Und dann musste ich bis ins hohe Alter von vierzehn Jahren noch ein Gedicht unter dem Scheißtannenbaum aufsagen, weil Omama sich doch so freut. Natürlich konnte meine kleine Schwester das besser, die Nummer mit den Tannenspitzen, auf den güldene Lichlein blitzen oder so ähnlich; - ich hab’s jedenfalls erfolgreich verdrängt.
Wer allerdings glaubt, die Sache mit dem Tannenbaum wäre nun durch, der irrt!
Eine Weile nach Weihnachten musste der Baum ‘entschmückt‘ werden und das taten wieder meine Mutter und meine kleine Schwester – bis auf das Lametta!
Das durfte ich wieder ausbauen, aber so, dass kein Faden riss!
Jeder Faden wurde zu meiner Oma gebracht, die das Zeug sorgsam bügelte und in Zeitungspapier einlegte. Meine kleine Schwester stand daneben und passte auf, dass ich alles richtig machte und wenn ein Faden riss, ging sie zu meiner Mutter petzen und ich bekam einen Bax.
Ja, ja, hat sich was mit ‘Frohe Weihnachten‘!
Da mein Vater wie üblich unauffindbar war, musste ich den Christbaumschmuck auf den Boden bringen.

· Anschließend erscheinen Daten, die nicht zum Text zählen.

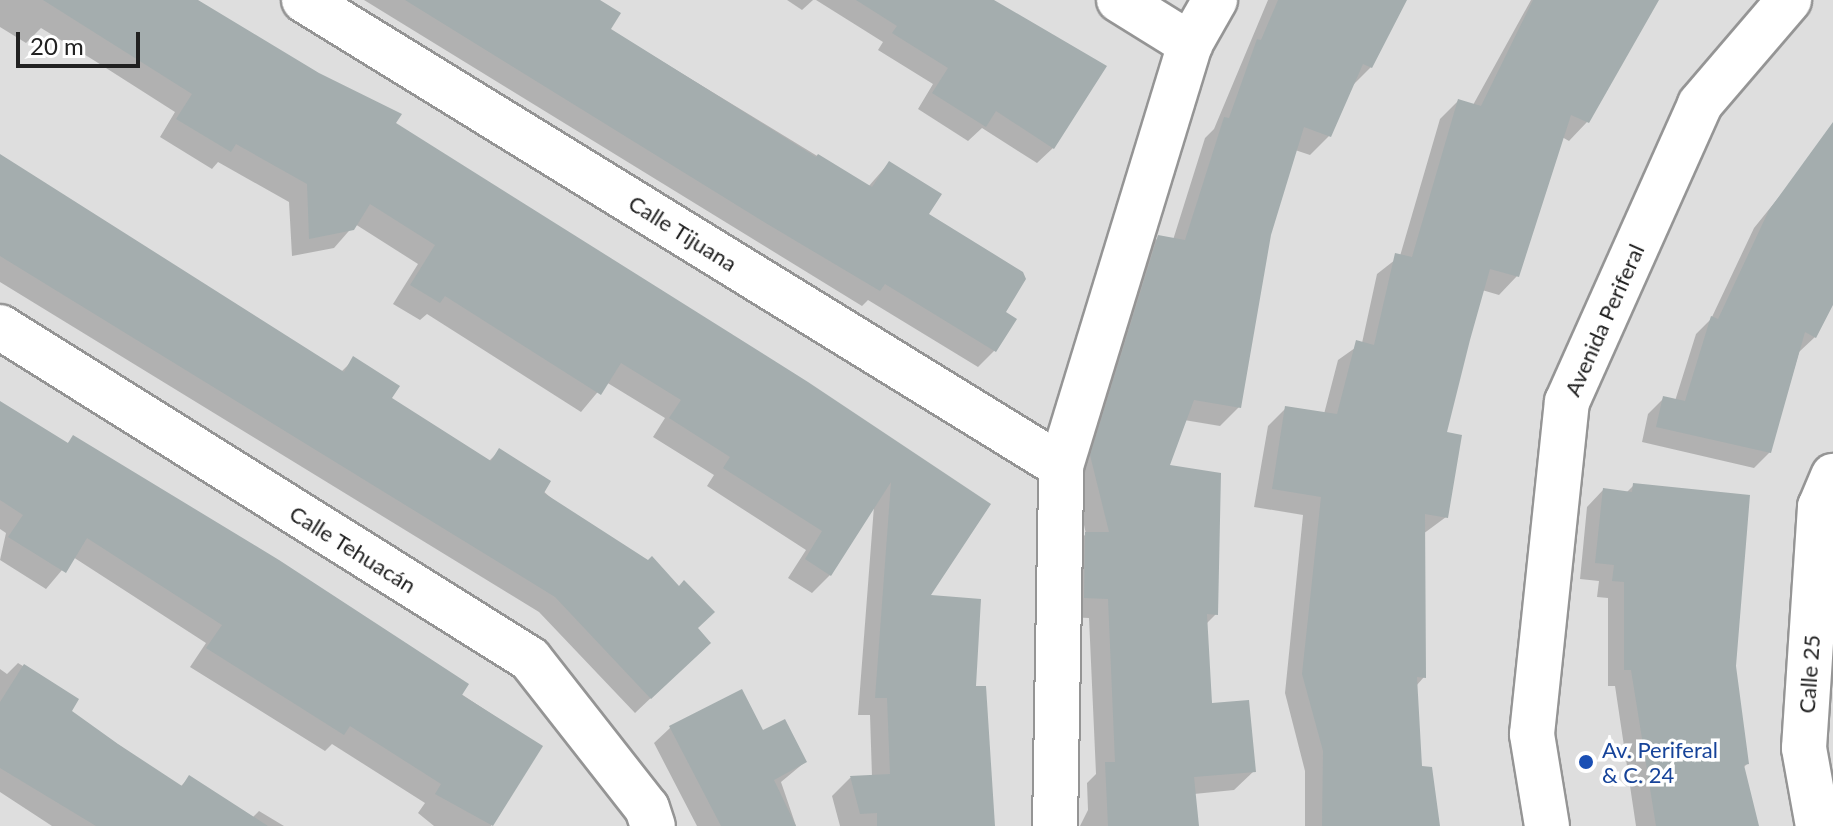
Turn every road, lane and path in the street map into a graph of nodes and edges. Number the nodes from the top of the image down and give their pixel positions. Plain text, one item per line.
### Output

Die Damen standen im Wege rum und gaben gute Ratschläge: „Pass auf!“
„Sei vorsichtig!“
„Stoß nirgends an!“
„Das geht kaputt!“ und so weiter, das kennen wir ja schon.
Aber das Dickste kommt noch: Der Baum musste raus!
Nordmanntannen oder so gab’s damals noch nicht, oder es wurde aus Kostengründen darauf verzichtet, jedenfalls nadelte das Ding wie Sau. Die Damen standen im Weg rum und gaben gute Ratschläge während ich schleppte:
„Pass auf!“
„Sei vorsichtig, der nadelt!“
„Stoß nirgends an, sonst fallen die Nadeln ab!“ und so weiter.
Im Folgenden durfte ich, weil ich nicht aufgepasst hatte, sauber machen, wobei mir meine kleine Schwester behilflich war, indem sie mir zeigte, wo die Nadeln liegen – aber immer nachdem ich das Kehrblech und den Besen gerade weggebracht hatte. Das ging Übrigends noch wochenlang nach Weihnachten so weiter, und ich kriegte von meinem Vater eins in den Nacken, weil ich nicht ordentlich sauber gemacht hatte. Irgendwie fielen dann noch Worte wie: „Hättste denn nicht…?“ und „Du bist doch nicht blind!“ und so weiter, ich hab‘s jedenfalls erfolgreich verdrängt, genau wie die Reaktion meiner Lehrerin, als ich vor lauter Stress vergessen hatte, die ‘Glocke‘ abzuschreiben.
Auf alle Fälle war das nicht sehr positiv und hatte überhaupt nichts mit ‘Frohe Weinachten‘ zu tun. Irgendwas mit Nachsitzen, aber das habe ich, wie gesagt, erfolgreich verdrängt. Und ein Tannenbaum kommt mir auch nicht mehr ins Haus, ist doch eigentlich bekloppt, sich einen Baum in die Wohnung zu schleppen.